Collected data
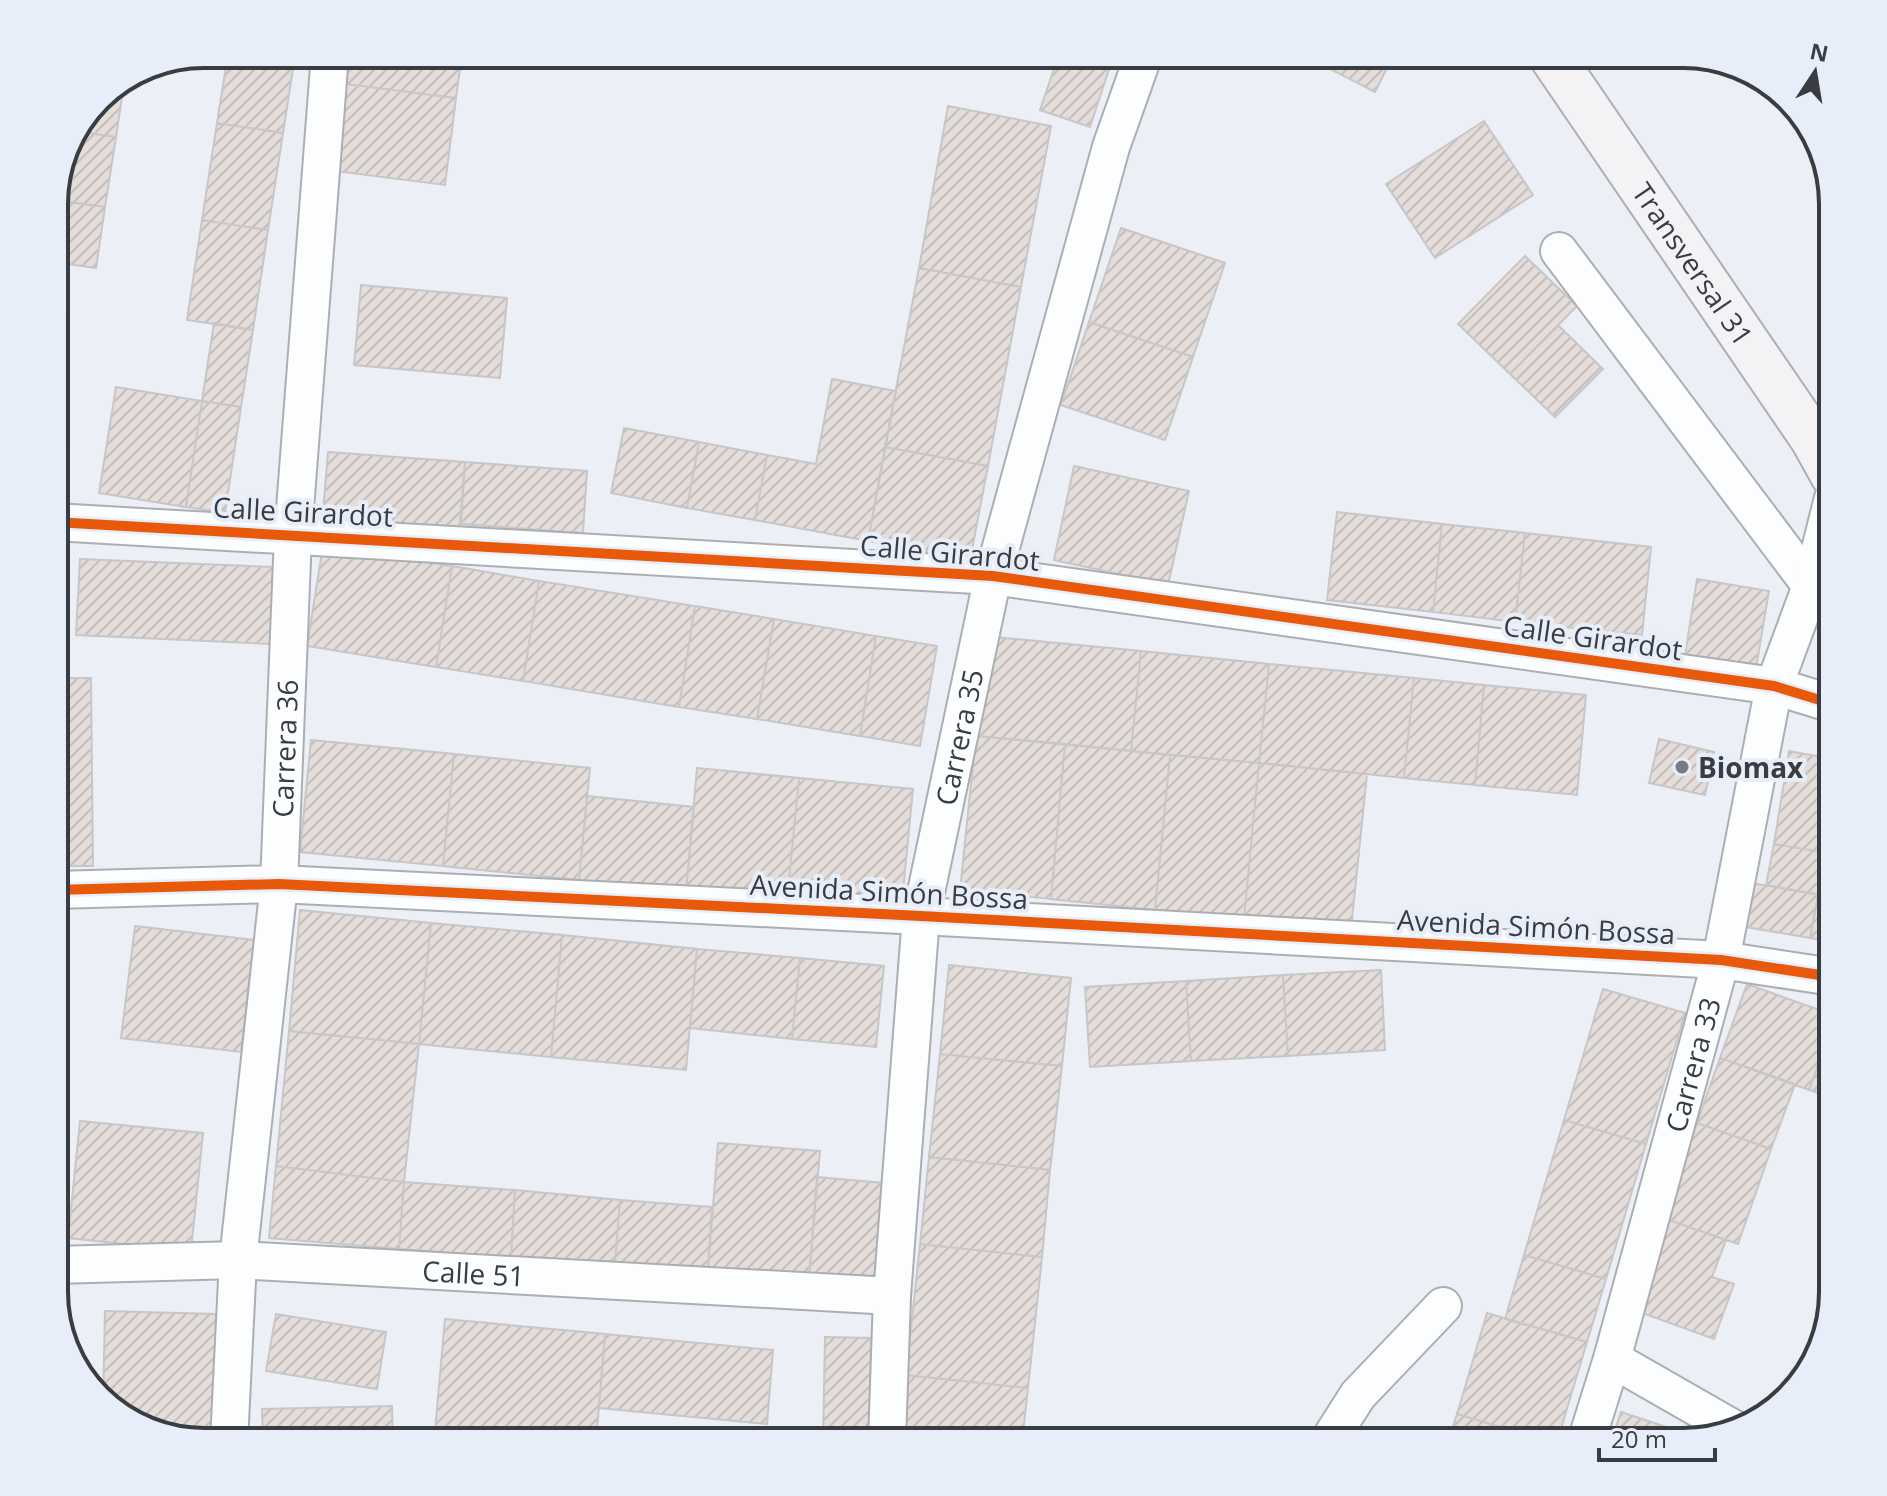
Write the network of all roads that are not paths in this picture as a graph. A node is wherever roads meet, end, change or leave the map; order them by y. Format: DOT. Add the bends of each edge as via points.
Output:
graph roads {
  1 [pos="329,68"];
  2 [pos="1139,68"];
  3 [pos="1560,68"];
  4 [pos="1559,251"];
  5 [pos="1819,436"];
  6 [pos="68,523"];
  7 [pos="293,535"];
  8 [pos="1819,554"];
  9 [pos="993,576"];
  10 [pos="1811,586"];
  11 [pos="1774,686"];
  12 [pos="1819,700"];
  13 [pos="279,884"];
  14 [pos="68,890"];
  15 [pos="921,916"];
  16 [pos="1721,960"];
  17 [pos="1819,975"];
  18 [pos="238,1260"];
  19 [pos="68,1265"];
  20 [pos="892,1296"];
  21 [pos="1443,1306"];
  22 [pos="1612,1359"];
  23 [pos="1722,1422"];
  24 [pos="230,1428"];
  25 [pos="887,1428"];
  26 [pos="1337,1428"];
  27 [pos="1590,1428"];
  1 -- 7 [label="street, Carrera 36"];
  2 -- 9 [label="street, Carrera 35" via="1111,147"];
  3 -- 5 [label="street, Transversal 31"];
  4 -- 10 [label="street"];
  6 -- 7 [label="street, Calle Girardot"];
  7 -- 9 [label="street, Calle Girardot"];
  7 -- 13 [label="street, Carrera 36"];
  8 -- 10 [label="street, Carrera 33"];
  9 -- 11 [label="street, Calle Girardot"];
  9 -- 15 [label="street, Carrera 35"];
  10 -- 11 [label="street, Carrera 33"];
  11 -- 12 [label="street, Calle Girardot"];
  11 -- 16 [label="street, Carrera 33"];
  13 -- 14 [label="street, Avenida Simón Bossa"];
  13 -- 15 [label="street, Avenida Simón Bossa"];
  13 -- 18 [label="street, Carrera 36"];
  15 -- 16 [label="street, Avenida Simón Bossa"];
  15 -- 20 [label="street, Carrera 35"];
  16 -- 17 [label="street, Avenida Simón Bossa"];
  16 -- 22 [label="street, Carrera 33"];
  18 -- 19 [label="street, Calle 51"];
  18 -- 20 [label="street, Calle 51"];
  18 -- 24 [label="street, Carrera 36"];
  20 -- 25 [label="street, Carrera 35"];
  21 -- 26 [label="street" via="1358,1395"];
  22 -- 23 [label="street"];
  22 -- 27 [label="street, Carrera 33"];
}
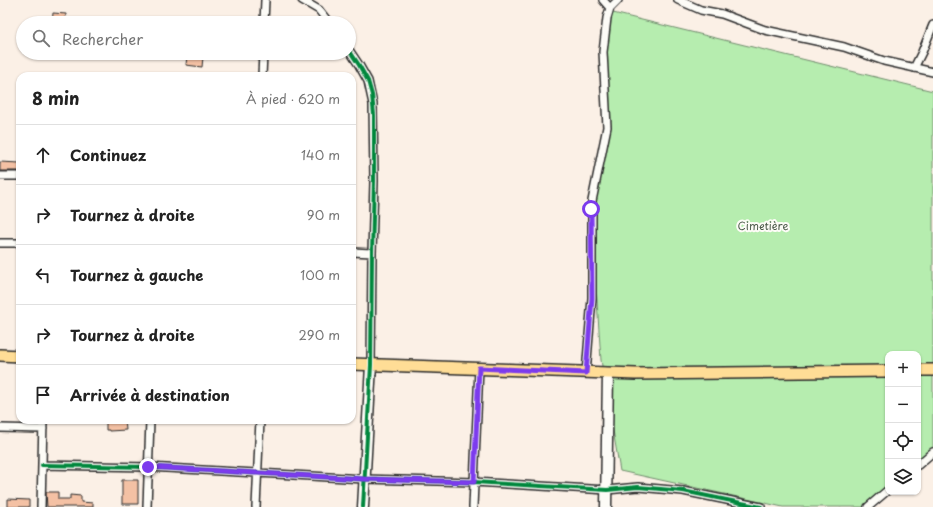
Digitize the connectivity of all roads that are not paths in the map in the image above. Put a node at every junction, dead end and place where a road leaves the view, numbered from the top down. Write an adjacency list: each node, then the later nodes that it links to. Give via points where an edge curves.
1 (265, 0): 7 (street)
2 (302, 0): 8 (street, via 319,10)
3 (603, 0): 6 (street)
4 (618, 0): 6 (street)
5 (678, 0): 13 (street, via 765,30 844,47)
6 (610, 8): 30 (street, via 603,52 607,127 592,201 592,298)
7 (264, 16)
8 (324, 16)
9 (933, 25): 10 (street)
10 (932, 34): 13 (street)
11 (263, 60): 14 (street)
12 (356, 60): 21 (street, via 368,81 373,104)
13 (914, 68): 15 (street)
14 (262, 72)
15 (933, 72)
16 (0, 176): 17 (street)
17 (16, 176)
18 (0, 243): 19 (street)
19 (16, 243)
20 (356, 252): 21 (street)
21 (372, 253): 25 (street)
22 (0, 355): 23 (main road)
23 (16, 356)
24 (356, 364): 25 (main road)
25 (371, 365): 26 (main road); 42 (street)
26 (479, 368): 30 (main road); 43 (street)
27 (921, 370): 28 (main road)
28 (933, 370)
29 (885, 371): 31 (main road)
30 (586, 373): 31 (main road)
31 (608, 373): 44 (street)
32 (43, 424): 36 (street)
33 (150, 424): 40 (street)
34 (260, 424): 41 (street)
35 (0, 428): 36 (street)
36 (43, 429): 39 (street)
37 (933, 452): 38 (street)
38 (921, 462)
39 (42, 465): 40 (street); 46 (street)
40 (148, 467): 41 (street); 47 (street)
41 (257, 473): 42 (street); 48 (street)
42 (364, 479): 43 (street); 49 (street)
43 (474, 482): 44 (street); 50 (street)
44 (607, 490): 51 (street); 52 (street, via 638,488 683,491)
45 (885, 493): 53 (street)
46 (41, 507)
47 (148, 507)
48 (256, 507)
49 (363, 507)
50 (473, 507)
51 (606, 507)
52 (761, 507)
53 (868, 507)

Activity: All lines in the data that contain the word "node" should be copied.

Solution to the problem:
Write the network of all roads that are not paths in this picture as a graph. A node is wherever roads meet, end, change or leave the map; order them by y. Format: DOT. Add the bends of each edge as via points.
Digitize the connectivity of all roads that are not paths in the map in the image above. Put a node at every junction, dead end and place where a road leaves the view, numbered from the top down. Write an adjacency list: each node, then the later nodes that it links to. Give via points where an edge curves.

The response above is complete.